11 Mei 2011   11:17 Diperbarui: 26 Juni 2015   05:50 395
+
Laporkan Konten
Laporkan Akun
Kompasiana adalah platform blog. Konten ini menjadi tanggung jawab bloger dan tidak mewakili pandangan redaksi Kompas.
Lihat foto
Hobi. Sumber ilustrasi: FREEPIK/Rawpixel

Sepulang dari Pondok Al Fatah Temboro Magetan, saya mendapat nasehat yang sangat bijak dari Gus Amin, "Kang, pohon itu kalau ditebang menangis dan kalau tidak ditebang pun menangis". Hal tersebut, dibenarkan oleh para Gus, termasuk Gus Anshori, salah satu pimpinan pondok yang memiliki santri menetap lebih dari 11.000 orang, dan jaringan yang mendunia.  Saya menemukan relevansinya dengan tulisan Mas Transtoto Handadhari (http://m.kompas.com/news/cread/data/2011.02.28.04291882) atau http://cetak.kompas.com/read/2011/02/28/04291882/bunuh.diri.dengan.moratorium.hutan).

Bagi saya, senior sekaligus guru saya ini memperingatkan adanya ketidak-siapan instrumen lain untuk menerima kebijakan Moratorium Hutan.  Saya memahaminya sebagai Moratorium bisa berhasil dan bisa juga gagal.  Semua tergantung dari kesiapan instrumen lainnya yang dibutuhkan untuk mendukung keberhasilannya.

Pendapat saya pribadi, tidak bisa dipungkiri bahwa semakin jelas kalau bangsa kita ini tidak memperlakukan hutan sebagaimana mestinya. Hutan dan segala yang ada didalamnya diciptakan Tuhan dengan manfaat yang seimbang, namun yang terjadi adalah keserakahan manusia merusak keseimbangan itu. Pohon 'menangis' jika ditebang sebelum waktunya, baik illegal maupun legal. Memperpendek daur di hutan produksi adalah salah satunya, meski didukung oleh argumen (menurut akal terbatas manusia) dibenarkan (oleh manusia itu sendiri, yang belum tentu benar dimata Tuhan).

Sedangkan yang illegal (pencurian), sudah jelas membuat pohon dan jutaan manusia 'menangis' karena bencana.
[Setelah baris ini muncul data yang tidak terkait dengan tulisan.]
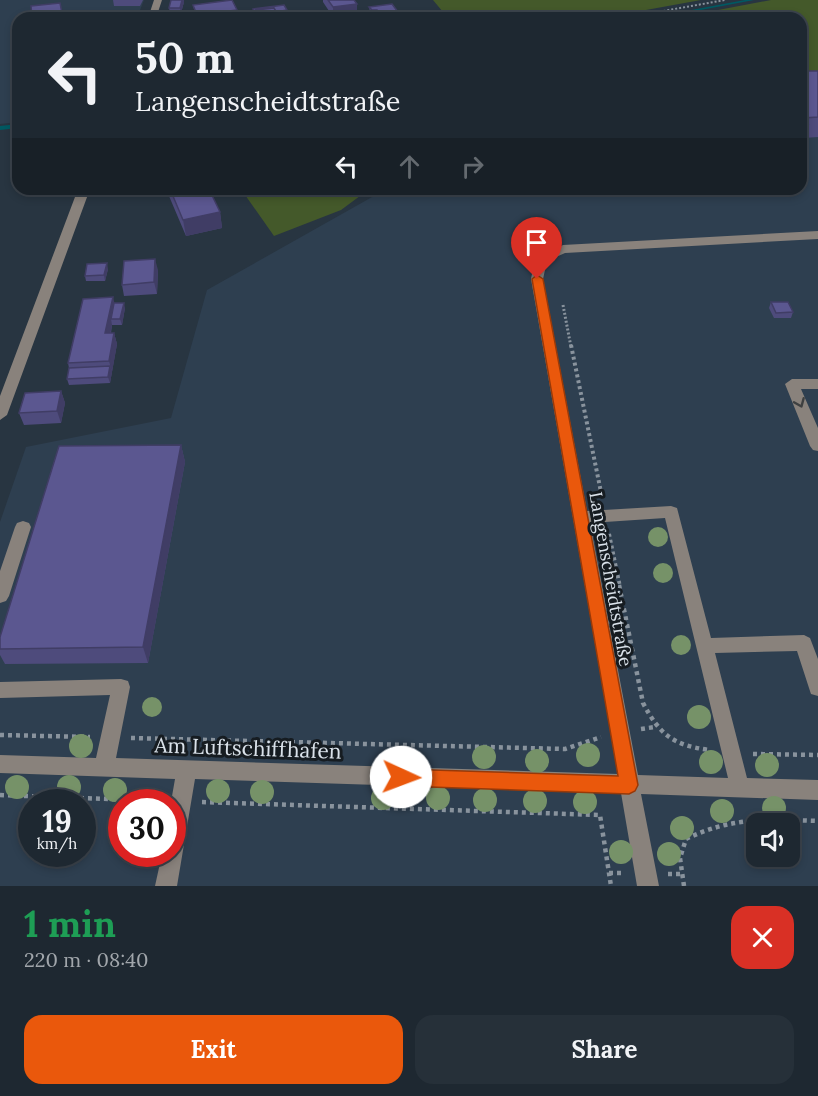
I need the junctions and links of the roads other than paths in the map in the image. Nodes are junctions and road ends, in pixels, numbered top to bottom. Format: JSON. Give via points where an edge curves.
{"nodes":[{"id":1,"x":82,"y":195,"type":"edge"},
{"id":2,"x":818,"y":235,"type":"edge"},
{"id":3,"x":818,"y":384,"type":"edge"},
{"id":4,"x":0,"y":415,"type":"edge"},
{"id":5,"x":818,"y":446,"type":"edge"},
{"id":6,"x":580,"y":518,"type":"junction"},
{"id":7,"x":23,"y":527,"type":"dead end"},
{"id":8,"x":0,"y":596,"type":"edge"},
{"id":9,"x":705,"y":646,"type":"junction"},
{"id":10,"x":818,"y":687,"type":"edge"},
{"id":11,"x":0,"y":690,"type":"edge"},
{"id":12,"x":0,"y":764,"type":"edge"},
{"id":13,"x":104,"y":767,"type":"junction"},
{"id":14,"x":187,"y":770,"type":"junction"},
{"id":15,"x":629,"y":785,"type":"junction"},
{"id":16,"x":740,"y":788,"type":"junction"},
{"id":17,"x":183,"y":789,"type":"edge"},
{"id":18,"x":818,"y":790,"type":"edge"},
{"id":19,"x":169,"y":867,"type":"edge"},
{"id":20,"x":166,"y":886,"type":"edge"},
{"id":21,"x":648,"y":886,"type":"edge"}],
"edges":[{"from":1,"to":4,"type":"street"},
{"from":2,"to":6,"type":"street","name":"Langenscheidtstraße","via":[[562,249],[541,259],[537,279]]},
{"from":3,"to":5,"type":"street","one_way":true,"via":[[792,384]]},
{"from":6,"to":9,"type":"street","via":[[671,513]]},
{"from":6,"to":15,"type":"street","name":"Langenscheidtstraße"},
{"from":7,"to":8,"type":"street"},
{"from":9,"to":10,"type":"street","via":[[804,643]]},
{"from":9,"to":16,"type":"street"},
{"from":11,"to":13,"type":"street","via":[[121,687]]},
{"from":12,"to":13,"type":"street","name":"Am Luftschiffhafen"},
{"from":13,"to":14,"type":"street","name":"Am Luftschiffhafen"},
{"from":14,"to":15,"type":"street","name":"Am Luftschiffhafen"},
{"from":14,"to":17,"type":"street"},
{"from":15,"to":16,"type":"street","name":"Am Luftschiffhafen"},
{"from":15,"to":21,"type":"street","name":"Langenscheidtstraße"},
{"from":16,"to":18,"type":"street","name":"Am Luftschiffhafen"},
{"from":19,"to":20,"type":"street"}]}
Inilah yang terjadi saat ini dan harus kita pertanggung-jawabkan. Pada kondisi ini, pohon 'menangis' karena manfaat (ekologi, penyerapan karbon), dihentikan secara paksa oleh manusia, sang khalifah bumi. Padahal belum memberikan manfaat (ekonomi, kayu) secara optimal sebagaimana yang telah diwajibkan Tuhan kepadanya.
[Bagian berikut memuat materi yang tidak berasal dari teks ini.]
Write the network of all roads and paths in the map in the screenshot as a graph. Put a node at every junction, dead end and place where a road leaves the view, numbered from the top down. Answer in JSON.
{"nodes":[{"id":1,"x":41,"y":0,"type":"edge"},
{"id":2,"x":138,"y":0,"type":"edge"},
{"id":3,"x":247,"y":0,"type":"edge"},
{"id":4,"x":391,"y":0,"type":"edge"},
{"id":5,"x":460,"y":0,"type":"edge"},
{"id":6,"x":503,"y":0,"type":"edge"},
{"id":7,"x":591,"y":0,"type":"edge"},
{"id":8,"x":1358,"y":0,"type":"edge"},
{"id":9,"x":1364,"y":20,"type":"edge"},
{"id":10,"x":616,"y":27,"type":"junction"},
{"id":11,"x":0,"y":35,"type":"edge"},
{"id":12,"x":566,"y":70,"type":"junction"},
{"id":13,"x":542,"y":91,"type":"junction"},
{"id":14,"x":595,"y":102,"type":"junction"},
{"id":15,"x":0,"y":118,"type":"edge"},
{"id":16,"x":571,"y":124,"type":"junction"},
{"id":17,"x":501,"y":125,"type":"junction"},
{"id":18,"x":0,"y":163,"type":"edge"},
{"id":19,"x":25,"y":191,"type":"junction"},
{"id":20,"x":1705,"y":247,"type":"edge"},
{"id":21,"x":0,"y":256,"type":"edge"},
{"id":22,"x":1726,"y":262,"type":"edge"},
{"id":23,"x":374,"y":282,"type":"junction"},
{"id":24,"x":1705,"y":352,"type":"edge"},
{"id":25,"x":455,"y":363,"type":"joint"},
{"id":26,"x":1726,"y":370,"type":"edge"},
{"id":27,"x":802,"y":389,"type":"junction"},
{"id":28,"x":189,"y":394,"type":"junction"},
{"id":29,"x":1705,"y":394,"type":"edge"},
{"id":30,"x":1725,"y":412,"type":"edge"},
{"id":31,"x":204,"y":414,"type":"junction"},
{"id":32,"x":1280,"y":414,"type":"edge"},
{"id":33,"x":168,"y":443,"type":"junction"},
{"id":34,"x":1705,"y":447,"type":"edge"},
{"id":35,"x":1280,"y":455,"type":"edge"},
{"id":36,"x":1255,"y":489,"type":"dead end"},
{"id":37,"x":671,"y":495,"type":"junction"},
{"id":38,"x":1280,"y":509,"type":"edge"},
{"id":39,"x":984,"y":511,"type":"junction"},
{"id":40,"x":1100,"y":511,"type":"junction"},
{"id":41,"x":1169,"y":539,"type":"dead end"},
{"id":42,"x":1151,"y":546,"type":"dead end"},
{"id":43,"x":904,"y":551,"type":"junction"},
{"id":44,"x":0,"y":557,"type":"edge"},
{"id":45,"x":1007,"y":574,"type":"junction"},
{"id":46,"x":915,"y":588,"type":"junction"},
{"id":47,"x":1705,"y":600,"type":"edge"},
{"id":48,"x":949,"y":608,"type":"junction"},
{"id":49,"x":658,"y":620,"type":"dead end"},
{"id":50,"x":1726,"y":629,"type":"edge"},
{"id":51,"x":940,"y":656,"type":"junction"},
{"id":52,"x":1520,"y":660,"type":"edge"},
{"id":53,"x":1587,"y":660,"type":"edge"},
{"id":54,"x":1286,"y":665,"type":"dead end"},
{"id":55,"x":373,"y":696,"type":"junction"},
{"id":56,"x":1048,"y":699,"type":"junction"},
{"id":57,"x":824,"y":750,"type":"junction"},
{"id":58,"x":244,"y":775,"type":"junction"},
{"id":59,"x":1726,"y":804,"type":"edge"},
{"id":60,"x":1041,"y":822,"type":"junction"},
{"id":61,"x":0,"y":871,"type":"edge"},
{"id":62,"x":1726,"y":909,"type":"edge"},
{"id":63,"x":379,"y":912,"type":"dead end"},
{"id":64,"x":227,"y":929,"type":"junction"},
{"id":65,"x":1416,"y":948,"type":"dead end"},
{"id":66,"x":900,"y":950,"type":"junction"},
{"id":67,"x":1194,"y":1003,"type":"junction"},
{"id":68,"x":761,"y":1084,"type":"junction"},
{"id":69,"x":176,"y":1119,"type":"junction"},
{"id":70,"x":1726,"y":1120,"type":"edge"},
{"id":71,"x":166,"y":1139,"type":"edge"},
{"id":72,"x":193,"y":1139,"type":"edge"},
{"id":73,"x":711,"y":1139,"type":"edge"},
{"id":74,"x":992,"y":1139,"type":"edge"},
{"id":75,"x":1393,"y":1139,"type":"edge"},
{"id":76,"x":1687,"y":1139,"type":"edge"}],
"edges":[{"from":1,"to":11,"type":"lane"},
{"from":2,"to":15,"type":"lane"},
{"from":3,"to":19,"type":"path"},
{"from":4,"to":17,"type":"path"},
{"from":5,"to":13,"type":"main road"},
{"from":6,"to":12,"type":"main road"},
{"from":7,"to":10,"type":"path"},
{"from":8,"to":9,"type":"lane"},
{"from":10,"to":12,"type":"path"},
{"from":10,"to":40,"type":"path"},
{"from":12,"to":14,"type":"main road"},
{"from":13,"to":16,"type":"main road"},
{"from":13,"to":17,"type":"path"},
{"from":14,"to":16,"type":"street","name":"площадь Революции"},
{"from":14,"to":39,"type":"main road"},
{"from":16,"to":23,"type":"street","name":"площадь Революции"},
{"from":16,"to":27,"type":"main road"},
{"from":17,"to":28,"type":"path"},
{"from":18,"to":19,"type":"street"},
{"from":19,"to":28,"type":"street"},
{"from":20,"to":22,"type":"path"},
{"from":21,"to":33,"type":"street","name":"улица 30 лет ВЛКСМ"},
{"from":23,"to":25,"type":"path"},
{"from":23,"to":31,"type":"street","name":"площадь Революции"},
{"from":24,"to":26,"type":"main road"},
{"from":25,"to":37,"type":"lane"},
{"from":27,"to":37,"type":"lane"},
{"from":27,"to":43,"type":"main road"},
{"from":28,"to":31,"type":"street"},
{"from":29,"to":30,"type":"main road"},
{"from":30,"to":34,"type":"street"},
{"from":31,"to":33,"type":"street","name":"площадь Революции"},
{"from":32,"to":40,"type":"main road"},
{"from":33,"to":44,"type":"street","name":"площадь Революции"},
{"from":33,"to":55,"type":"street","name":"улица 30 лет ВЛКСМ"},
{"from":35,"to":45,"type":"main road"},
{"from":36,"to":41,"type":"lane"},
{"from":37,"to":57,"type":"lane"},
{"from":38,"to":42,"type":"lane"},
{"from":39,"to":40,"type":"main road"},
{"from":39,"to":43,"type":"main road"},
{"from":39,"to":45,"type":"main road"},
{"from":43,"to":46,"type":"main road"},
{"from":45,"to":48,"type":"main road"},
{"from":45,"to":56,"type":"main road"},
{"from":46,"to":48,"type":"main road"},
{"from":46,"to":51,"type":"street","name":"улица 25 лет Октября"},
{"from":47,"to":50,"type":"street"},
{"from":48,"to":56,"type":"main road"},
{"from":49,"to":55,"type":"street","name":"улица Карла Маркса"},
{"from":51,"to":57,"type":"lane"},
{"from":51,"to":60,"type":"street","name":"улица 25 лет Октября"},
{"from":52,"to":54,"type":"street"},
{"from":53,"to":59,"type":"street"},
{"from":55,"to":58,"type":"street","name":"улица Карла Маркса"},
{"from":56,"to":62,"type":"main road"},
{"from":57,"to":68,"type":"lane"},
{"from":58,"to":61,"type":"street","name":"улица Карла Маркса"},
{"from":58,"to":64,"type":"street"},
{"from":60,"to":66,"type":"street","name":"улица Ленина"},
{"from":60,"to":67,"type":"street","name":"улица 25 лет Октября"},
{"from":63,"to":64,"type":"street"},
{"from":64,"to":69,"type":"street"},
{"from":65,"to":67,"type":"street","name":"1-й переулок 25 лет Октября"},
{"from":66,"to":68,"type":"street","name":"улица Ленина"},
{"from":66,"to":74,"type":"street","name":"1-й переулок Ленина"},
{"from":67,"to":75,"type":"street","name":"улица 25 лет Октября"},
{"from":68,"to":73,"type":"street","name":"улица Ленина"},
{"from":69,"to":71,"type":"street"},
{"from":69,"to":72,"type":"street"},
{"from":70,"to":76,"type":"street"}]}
Jika tidak ditebang pun pohon akan 'menangis' karena manfaat (kayu) yang ditetapkan Tuhan baginya tidak optimal digunakan manusia. Sementara kemanfaatan (ekologi?, penyerapan karbon) sudah tidak optimal lagi. Hal ini tentunya merupakan sebuah pembenaran pemanfaatan kayu dari pohon atas argumen kebenaran mutlak Tuhan. Namun yang terjadi adalah pasca penebangan pohon untuk diambil manfaat kayunya (atau mempertinggi daya serap karbon-nya), tidak diikuti oleh penanaman ulang yang baik.

Niat yang ada yang terjadi di lapangan, bukanlah seperti yang Mas Transtoto maksudkan, tetapi semata memang hanya ingin memenuhi nafsu serakah yang merusak keseimbangan alam. "Yang sesungguhnya mereka lakukan adalah mencuri kayu, karena mereka membersihkannya sebelum menanam. Tetapi kayu itulah yang sebenarnya mereka maui; hit and run ...." Willie Smits dalam Our Choice - Al Gore.

Disebutkan pula, data satelit yang dianalisis oleh World Resources Institute menunjukan bahwa lebih dari 60 % dari seluruh deforestasi di dunia sekarang, terjadi di negara Mato Grosso di Amazon dan di Propinsi Riau dan daerah sekitarnya di Indonesia, dimana hutan gambut berada. Laju Deforestasi dan degradasi hutan alam di Riau berlangsung sangat cepat (1982-2008, Riau kehilangan tutupan hutan alam seluas 4,1 Juta hektar).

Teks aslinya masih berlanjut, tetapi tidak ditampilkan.